In contrast to traditional approaches to fracture risk assessment using clinical risk factors and bone mineral density (BMD), a new technique, reference point microindentation (RPI), permits direct assessment of bone quality; in vivo tibial RPI measurements appear to discriminate patients with a fragility fracture from controls. However, it is unclear how this relates to the site of the most clinically devastating fracture, the femoral neck, and whether RPI provides information complementary to that from existing assessments. Femoral neck samples were collected at surgery after low-trauma hip fracture (n = 46; 17 male; aged 83 [interquartile range 77-87] years) and compared, using RPI (Biodent Hfc), with 16 cadaveric control samples, free from bone disease (7 male; aged 65 [IQR 61-74] years). A subset of fracture patients returned for dual-energy X-ray absorptiometry (DXA) assessment (Hologic Discovery) and, for the controls, a micro-computed tomography setup (HMX, Nikon) was used to replicate DXA scans. The indentation depth was greater in femoral neck samples from osteoporotic fracture patients than controls (p < 0.001), which persisted with adjustment for age, sex, body mass index (BMI), and height (p < 0.001) but was site-dependent, being less pronounced in the inferomedial region. RPI demonstrated good discrimination between fracture and controls using receiver-operating characteristic (ROC) analyses (area under the curve [AUC] = 0.79 to 0.89), and a model combining RPI to clinical risk factors or BMD performed better than the individual components (AUC = 0.88 to 0.99).
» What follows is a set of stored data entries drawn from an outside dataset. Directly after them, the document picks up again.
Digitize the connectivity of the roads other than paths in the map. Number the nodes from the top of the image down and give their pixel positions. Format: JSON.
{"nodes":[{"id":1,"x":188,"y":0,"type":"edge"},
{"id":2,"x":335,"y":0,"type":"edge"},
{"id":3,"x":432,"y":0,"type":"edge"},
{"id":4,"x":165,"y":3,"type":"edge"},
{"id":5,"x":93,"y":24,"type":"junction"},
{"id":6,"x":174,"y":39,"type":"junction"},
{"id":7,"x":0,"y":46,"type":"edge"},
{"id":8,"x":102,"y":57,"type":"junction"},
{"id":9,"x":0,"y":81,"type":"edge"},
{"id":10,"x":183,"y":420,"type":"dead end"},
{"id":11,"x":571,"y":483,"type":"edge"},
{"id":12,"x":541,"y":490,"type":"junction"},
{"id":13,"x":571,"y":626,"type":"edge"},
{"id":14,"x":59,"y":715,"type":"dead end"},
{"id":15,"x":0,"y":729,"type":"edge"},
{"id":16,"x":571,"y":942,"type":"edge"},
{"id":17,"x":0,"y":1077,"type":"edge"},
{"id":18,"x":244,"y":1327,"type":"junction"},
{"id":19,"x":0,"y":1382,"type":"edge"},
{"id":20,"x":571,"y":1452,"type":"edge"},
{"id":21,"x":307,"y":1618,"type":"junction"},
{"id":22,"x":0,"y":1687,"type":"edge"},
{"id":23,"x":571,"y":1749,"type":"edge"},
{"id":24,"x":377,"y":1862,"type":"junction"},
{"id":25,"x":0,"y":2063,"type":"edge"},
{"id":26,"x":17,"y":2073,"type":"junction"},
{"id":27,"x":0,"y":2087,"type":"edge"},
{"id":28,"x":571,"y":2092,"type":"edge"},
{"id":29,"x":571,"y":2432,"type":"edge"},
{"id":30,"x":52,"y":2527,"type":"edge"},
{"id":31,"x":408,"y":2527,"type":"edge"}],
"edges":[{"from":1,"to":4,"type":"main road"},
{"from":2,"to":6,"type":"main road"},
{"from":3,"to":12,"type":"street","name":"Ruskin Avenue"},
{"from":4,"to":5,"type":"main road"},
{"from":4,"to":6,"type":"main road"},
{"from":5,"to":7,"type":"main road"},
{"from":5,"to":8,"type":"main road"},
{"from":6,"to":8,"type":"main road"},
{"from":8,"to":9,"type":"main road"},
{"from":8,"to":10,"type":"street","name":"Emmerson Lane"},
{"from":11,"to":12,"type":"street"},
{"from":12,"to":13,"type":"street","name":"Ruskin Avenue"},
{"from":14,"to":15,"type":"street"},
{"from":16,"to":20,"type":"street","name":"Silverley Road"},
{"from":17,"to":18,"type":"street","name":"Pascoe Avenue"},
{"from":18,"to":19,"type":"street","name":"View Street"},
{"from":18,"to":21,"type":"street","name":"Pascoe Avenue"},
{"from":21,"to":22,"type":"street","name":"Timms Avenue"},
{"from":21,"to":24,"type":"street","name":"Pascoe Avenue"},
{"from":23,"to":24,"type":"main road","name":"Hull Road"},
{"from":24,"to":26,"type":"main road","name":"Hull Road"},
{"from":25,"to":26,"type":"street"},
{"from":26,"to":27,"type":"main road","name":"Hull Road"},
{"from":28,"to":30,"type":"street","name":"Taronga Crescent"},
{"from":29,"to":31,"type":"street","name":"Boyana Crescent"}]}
In conclusion, RPI at the femoral neck discriminated fracture cases from controls independent of BMD and traditional risk factors but dependent on location. The clinical RPI device may, therefore, supplement risk assessment and requires testing in prospective cohorts and comparison between the clinically accessible tibia and the femoral neck. © 2015 American Society for Bone and Mineral Research.